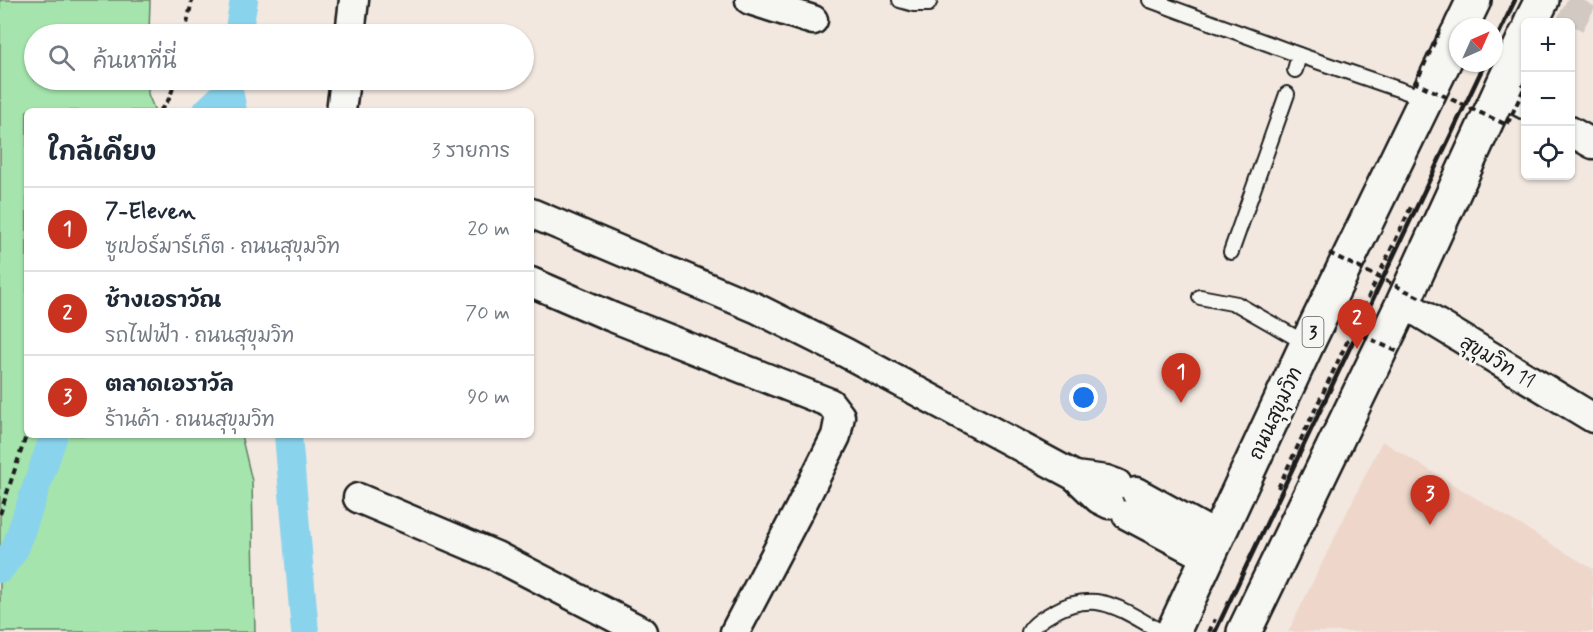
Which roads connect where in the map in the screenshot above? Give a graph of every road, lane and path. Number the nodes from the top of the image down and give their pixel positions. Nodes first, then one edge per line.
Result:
1 (192, 0) edge
2 (354, 0) edge
3 (750, 0) edge
4 (900, 0) edge
5 (930, 0) edge
6 (1150, 0) edge
7 (1474, 0) edge
8 (1542, 0) edge
9 (1461, 18) edge
10 (1533, 18) edge
11 (813, 20) dead end
12 (187, 24) edge
13 (351, 24) edge
14 (1449, 35) edge
15 (1449, 39) edge
16 (1299, 55) junction
17 (1521, 67) edge
18 (1295, 70) dead end
19 (172, 90) edge
20 (344, 90) edge
21 (1517, 93) edge
22 (1287, 94) dead end
23 (1427, 99) junction
24 (162, 108) edge
25 (341, 108) edge
26 (1575, 134) edge
27 (1593, 144) edge
28 (1414, 201) dead end
29 (534, 214) edge
30 (1231, 252) dead end
31 (1329, 253) dead end
32 (1378, 276) junction
33 (534, 283) edge
34 (1200, 297) dead end
35 (1413, 301) junction
36 (1353, 331) junction
37 (1307, 344) junction
38 (1398, 352) dead end
39 (1593, 418) edge
40 (25, 438) edge
41 (1275, 493) dead end
42 (358, 498) dead end
43 (0, 514) edge
44 (1213, 547) junction
45 (1219, 610) dead end
46 (643, 632) edge
47 (735, 632) edge
48 (1029, 632) edge
49 (1162, 632) edge
50 (1173, 632) edge
51 (1209, 632) edge
52 (1244, 632) edge

1 - 12 path
2 - 13 street
3 - 11 street
4 - 5 lane
6 - 16 lane
7 - 9 highway, ถนนสุขุมวิท / 3
8 - 10 highway
14 - 21 path, bridge
15 - 23 highway, ถนนสุขุมวิท / 3
16 - 18 lane
16 - 23 lane
17 - 21 highway
19 - 24 path
20 - 25 street
21 - 35 highway
22 - 30 lane
23 - 37 highway, ถนนสุขุมวิท / 3
26 - 27 street
28 - 32 path
29 - 44 street
31 - 32 path, bridge
32 - 35 path, bridge
32 - 36 path
33 - 47 street
34 - 37 lane
35 - 39 street, สุขุมวิท 11
35 - 52 highway
36 - 38 path, bridge
36 - 41 path
37 - 44 highway, ถนนสุขุมวิท / 3
40 - 43 path
42 - 46 street
44 - 50 highway, ถนนสุขุมวิท / 3
45 - 51 path
48 - 49 lane

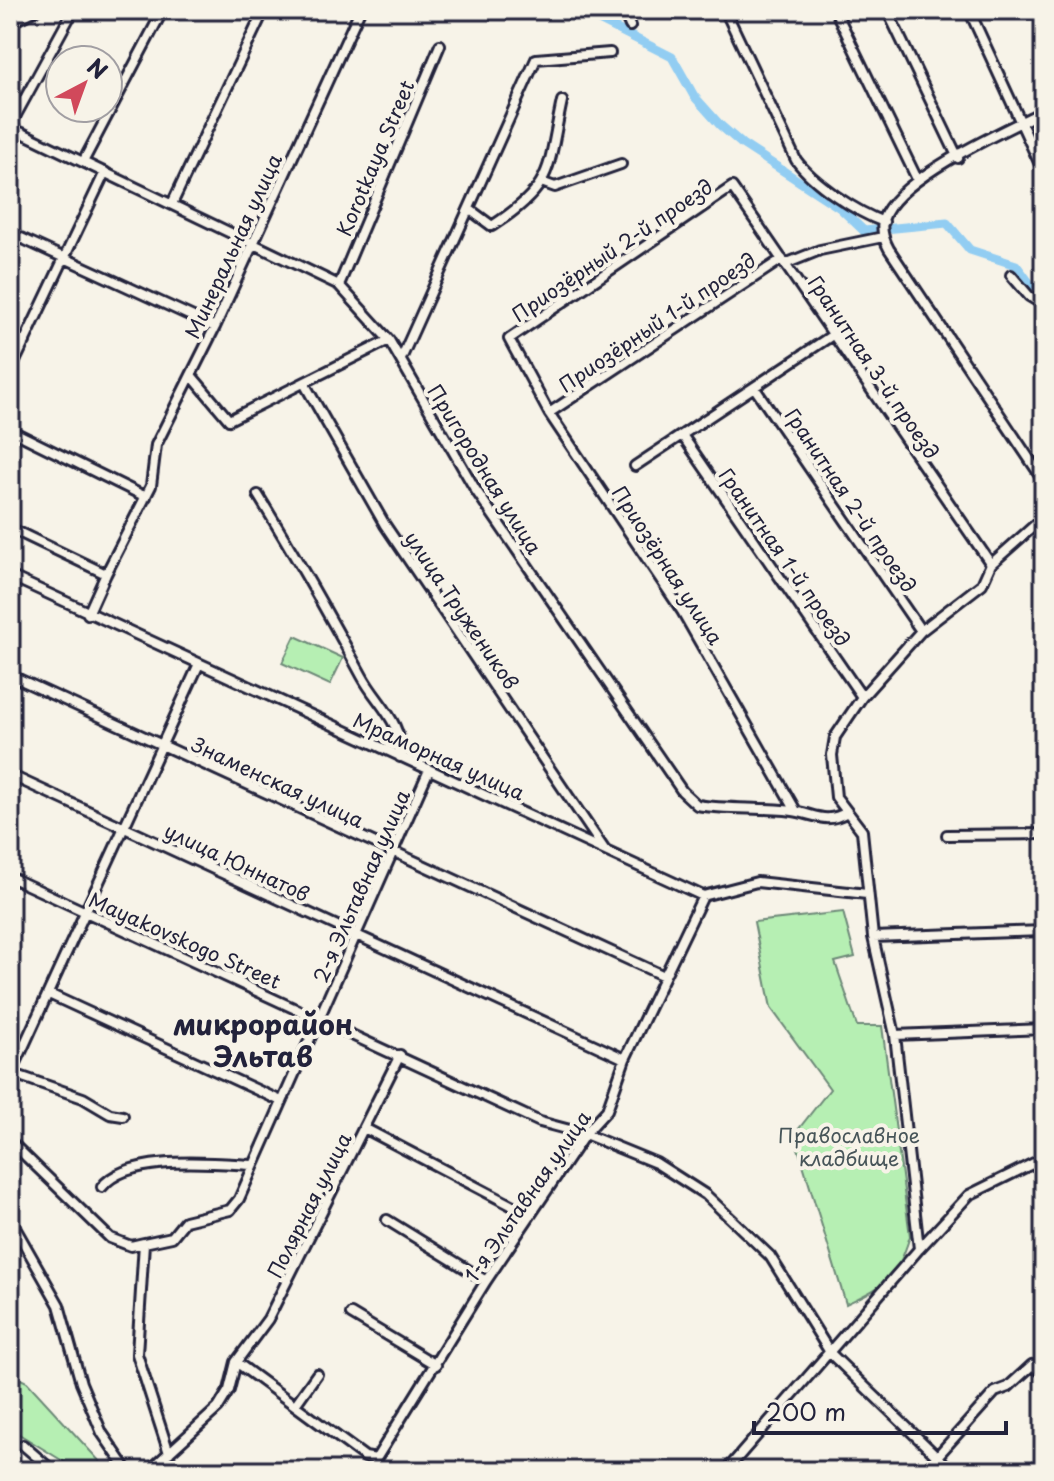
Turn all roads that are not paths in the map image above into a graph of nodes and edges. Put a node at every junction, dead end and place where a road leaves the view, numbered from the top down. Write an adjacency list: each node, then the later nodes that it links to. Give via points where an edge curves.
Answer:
1 (36, 10): 11 (street)
2 (163, 10): 20 (street)
3 (264, 10): 27 (street)
4 (360, 10): 32 (street, Минеральная улица)
5 (623, 10): 12 (street)
6 (725, 10): 29 (street, via 796,160 810,178)
7 (835, 10): 24 (street)
8 (887, 10): 19 (street)
9 (969, 10): 17 (street)
10 (69, 18): 18 (street)
11 (10, 23)
12 (630, 26)
13 (440, 45): 36 (street, Korotkaya Street)
14 (610, 53): 28 (street, via 536,59)
15 (562, 101): 25 (street)
16 (1044, 111): 17 (street)
17 (1022, 122): 19 (street); 23 (street)
18 (10, 127): 20 (street, Пригородная улица)
19 (958, 158): 24 (street)
20 (83, 162): 22 (street, Пригородная улица)
21 (621, 164): 25 (street, via 555,187)
22 (105, 172): 27 (street, Пригородная улица); 33 (street)
23 (1044, 173)
24 (917, 179): 29 (street)
25 (544, 183): 28 (street, via 525,205 492,226)
26 (732, 187): 34 (street, Гранитная 3-й проезд); 41 (street, Приозёрный 2-й проезд)
27 (172, 204): 32 (street, Пригородная улица)
28 (469, 209): 44 (street)
29 (883, 223): 31 (street)
30 (10, 233): 33 (street)
31 (883, 236): 34 (street, Приозёрный 1-й проезд); 53 (street)
32 (252, 241): 36 (street, Пригородная улица); 38 (street, Минеральная улица)
33 (64, 259): 38 (street); 43 (street)
34 (784, 261): 40 (street, Гранитная 3-й проезд); 49 (street, Приозёрный 1-й проезд)
35 (1011, 275): 37 (street)
36 (339, 285): 42 (street, Пригородная улица)
37 (1044, 305)
38 (215, 327): 46 (street, Минеральная улица)
39 (10, 335): 43 (street)
40 (831, 336): 48 (street); 58 (street, Гранитная 3-й проезд)
41 (509, 339): 49 (street, Приозёрная улица)
42 (389, 340): 44 (street, Пригородная улица); 47 (street)
43 (25, 342): 45 (street)
44 (401, 359): 70 (street, Пригородная улица, via 475,489 682,791 697,805)
45 (10, 372)
46 (191, 375): 47 (street, via 229,420); 55 (street, Минеральная улица, via 156,445)
47 (304, 383): 75 (street, улица Тружеников, via 385,525)
48 (754, 387): 51 (street); 62 (street, Гранитная 2-й проезд)
49 (549, 413): 70 (street, Приозёрная улица, via 682,611)
50 (10, 430): 55 (street)
51 (682, 435): 52 (street); 65 (street, Гранитная 1-й проезд)
52 (635, 466)
53 (1044, 481)
54 (258, 495): 67 (street, 2-я Эльтавная улица, via 327,606 364,680 386,707 397,731)
55 (146, 497): 59 (street, Минеральная улица)
56 (1044, 517): 58 (street)
57 (10, 528): 59 (street)
58 (991, 564): 62 (street, via 972,593)
59 (106, 574): 61 (street, Минеральная улица)
60 (10, 576): 61 (street, Мраморная улица)
61 (88, 614): 63 (street, Мраморная улица)
62 (921, 631): 65 (street)
63 (198, 666): 66 (street); 67 (street, Мраморная улица)
64 (10, 675): 66 (street, Знаменская улица)
65 (862, 697): 71 (street, via 835,737 832,755 836,797)
66 (162, 745): 72 (street); 76 (street, Знаменская улица)
67 (400, 757): 68 (street, Мраморная улица)
68 (429, 770): 75 (street, Мраморная улица); 76 (street, 2-я Эльтавная улица)
69 (10, 775): 72 (street, улица Юннатов)
70 (796, 811): 71 (street, Пригородная улица, via 812,819 835,819)
71 (847, 812): 78 (street, via 862,831)
72 (125, 827): 80 (street); 82 (street, улица Юннатов)
73 (1044, 834): 74 (street)
74 (947, 835)
75 (604, 849): 79 (street, Мраморная улица)
76 (391, 852): 82 (street, 2-я Эльтавная улица); 84 (street, Знаменская улица)
77 (10, 877): 80 (street, Mayakovskogo Street)
78 (867, 894): 79 (street, via 757,882); 83 (street)
79 (703, 896): 84 (street, 1-я Эльтавная улица)
80 (87, 914): 85 (street); 86 (street, Mayakovskogo Street)
81 (1044, 931): 83 (street)
82 (355, 934): 86 (street, 2-я Эльтавная улица); 90 (street, улица Юннатов)
83 (873, 937): 88 (street)
84 (664, 976): 90 (street, 1-я Эльтавная улица)
85 (49, 994): 91 (street); 92 (street)
86 (320, 1018): 89 (street, Mayakovskogo Street); 92 (street, 2-я Эльтавная улица)
87 (1044, 1029): 88 (street)
88 (895, 1035): 104 (street)
89 (400, 1055): 94 (street, Полярная улица); 95 (street, Mayakovskogo Street, via 540,1122)
90 (625, 1059): 95 (street, 1-я Эльтавная улица, via 607,1110)
91 (11, 1075): 93 (street)
92 (281, 1101): 98 (street, 2-я Эльтавная улица)
93 (123, 1116)
94 (366, 1129): 100 (street); 108 (street, Полярная улица, via 268,1319)
95 (585, 1134): 100 (street, 1-я Эльтавная улица); 107 (street, Mayakovskogo Street, via 656,1163 706,1195 770,1256)
96 (10, 1141): 103 (street, via 110,1238 131,1246)
97 (1044, 1158): 104 (street, via 969,1195)
98 (252, 1165): 99 (street, via 125,1168); 103 (street, 2-я Эльтавная улица, via 230,1210 185,1221 172,1237)
99 (102, 1187)
100 (530, 1215): 105 (street, 1-я Эльтавная улица)
101 (10, 1219): 117 (street, via 59,1305 81,1383 102,1433)
102 (387, 1220): 105 (street)
103 (144, 1243): 114 (street, via 137,1354)
104 (919, 1249): 107 (street)
105 (486, 1281): 109 (street, 1-я Эльтавная улица)
106 (351, 1314): 109 (street)
107 (831, 1354): 115 (street, Mayakovskogo Street); 119 (street)
108 (236, 1362): 112 (street); 114 (street, Полярная улица, via 218,1408)
109 (436, 1365): 112 (street, 1-я Эльтавная улица, via 376,1459 365,1457)
110 (317, 1374): 112 (street)
111 (1044, 1374): 115 (street, via 1035,1365 995,1392)
112 (295, 1405)
113 (23, 1445): 116 (street)
114 (169, 1453): 118 (street, Полярная улица)
115 (937, 1457): 120 (street); 121 (street, Mayakovskogo Street)
116 (53, 1471)
117 (128, 1471)
118 (149, 1471)
119 (726, 1471)
120 (924, 1471)
121 (952, 1471)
== == ==
# What you are asked to do
Return exactly what appears from the opening line of the material through the line with "Turn all roads", apart from the pictures.

# Output for this task
Which roads connect where in the map in the screenshot above? Give a graph of every road, lane and path. Number the nodes from the top of the image down and give their pixel positions. Nodes first, then one edge per line.
Result:
1 (192, 0) edge
2 (354, 0) edge
3 (750, 0) edge
4 (900, 0) edge
5 (930, 0) edge
6 (1150, 0) edge
7 (1474, 0) edge
8 (1542, 0) edge
9 (1461, 18) edge
10 (1533, 18) edge
11 (813, 20) dead end
12 (187, 24) edge
13 (351, 24) edge
14 (1449, 35) edge
15 (1449, 39) edge
16 (1299, 55) junction
17 (1521, 67) edge
18 (1295, 70) dead end
19 (172, 90) edge
20 (344, 90) edge
21 (1517, 93) edge
22 (1287, 94) dead end
23 (1427, 99) junction
24 (162, 108) edge
25 (341, 108) edge
26 (1575, 134) edge
27 (1593, 144) edge
28 (1414, 201) dead end
29 (534, 214) edge
30 (1231, 252) dead end
31 (1329, 253) dead end
32 (1378, 276) junction
33 (534, 283) edge
34 (1200, 297) dead end
35 (1413, 301) junction
36 (1353, 331) junction
37 (1307, 344) junction
38 (1398, 352) dead end
39 (1593, 418) edge
40 (25, 438) edge
41 (1275, 493) dead end
42 (358, 498) dead end
43 (0, 514) edge
44 (1213, 547) junction
45 (1219, 610) dead end
46 (643, 632) edge
47 (735, 632) edge
48 (1029, 632) edge
49 (1162, 632) edge
50 (1173, 632) edge
51 (1209, 632) edge
52 (1244, 632) edge

1 - 12 path
2 - 13 street
3 - 11 street
4 - 5 lane
6 - 16 lane
7 - 9 highway, ถนนสุขุมวิท / 3
8 - 10 highway
14 - 21 path, bridge
15 - 23 highway, ถนนสุขุมวิท / 3
16 - 18 lane
16 - 23 lane
17 - 21 highway
19 - 24 path
20 - 25 street
21 - 35 highway
22 - 30 lane
23 - 37 highway, ถนนสุขุมวิท / 3
26 - 27 street
28 - 32 path
29 - 44 street
31 - 32 path, bridge
32 - 35 path, bridge
32 - 36 path
33 - 47 street
34 - 37 lane
35 - 39 street, สุขุมวิท 11
35 - 52 highway
36 - 38 path, bridge
36 - 41 path
37 - 44 highway, ถนนสุขุมวิท / 3
40 - 43 path
42 - 46 street
44 - 50 highway, ถนนสุขุมวิท / 3
45 - 51 path
48 - 49 lane

Turn all roads that are not paths in the map image above into a graph of nodes and edges. Put a node at every junction, dead end and place where a road leaves the view, numbered from the top down. Write an adjacency list: each node, then the later nodes that it links to. Give via points where an edge curves.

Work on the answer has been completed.